When you see Big Business getting into bed with Big NGOs to get Big Government to pass a law, alarm bells have to start going off. Case in point, from Walter Olson:
Surprisingly or otherwise, some big business groups like the Grocery Manufacturers of America have allied with consistent Big Government advocacy groups like the Consumer Federation of America and Center for Science in the Public Interest to push S. 510, the food safety bill pending before the Senate (which might win consideration in the lame-duck session).
How socially responsible of the GMA to join hands with food cops like CSPI, right? Corporate social responsibility at its finest, right?
The GMA may talk the socially responsible game, but what they're really doing is creating barriers to entry.
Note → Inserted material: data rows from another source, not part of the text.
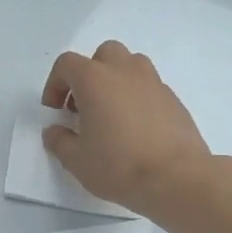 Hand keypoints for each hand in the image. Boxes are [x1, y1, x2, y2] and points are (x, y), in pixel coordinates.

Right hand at [42, 41, 211, 214]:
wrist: (176, 178)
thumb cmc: (118, 165)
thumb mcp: (75, 160)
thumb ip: (59, 141)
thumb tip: (55, 131)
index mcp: (94, 80)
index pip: (67, 64)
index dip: (54, 84)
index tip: (55, 111)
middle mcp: (125, 71)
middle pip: (103, 54)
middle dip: (89, 75)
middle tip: (83, 106)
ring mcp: (153, 82)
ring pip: (130, 65)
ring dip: (115, 81)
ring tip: (111, 113)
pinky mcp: (173, 99)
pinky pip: (149, 87)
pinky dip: (136, 98)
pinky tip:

Back to Olson's post:
In a post at Cato at Liberty recently, I cited writer Barry Estabrook, an ardent critic of the food industry (“Politics of the Plate“), writing at The Atlantic, who says the bill could “make things worse”:
You needn’t go along completely with Estabrook’s dim view of industrialized agriculture to realize he’s right in one of his central contentions: “the proposed rules would disproportionately impose costs upon” small producers, including traditional, low-tech and organic farmers and foodmakers selling to neighbors and local markets. Even those with flawless safety records or selling low-risk types of foodstuff could be capsized by new paperwork and regulatory burdens that larger operations will be able to absorb as a cost of doing business.
It’s true that S. 510 includes language not in earlier drafts that nods toward the idea of tiering regulatory burdens. But as the Farm and Ranch Freedom Alliance notes (background), most of the small-producer-friendly changes are left to FDA discretion, so it really depends on how much you trust that process.
Being "socially responsible" often has costs. Often those costs don't scale. As a result, they tend to be borne disproportionately by small and medium size businesses. Which is why big business loves it when government mandates some purportedly socially responsible law. It creates barriers to entry making it tough for new competitors to succeed.
One of the interesting questions about the Tea Party movement is whether it will become a critique of bigness in general--taking on the Big NGOs and Big Business, as well as Big Government.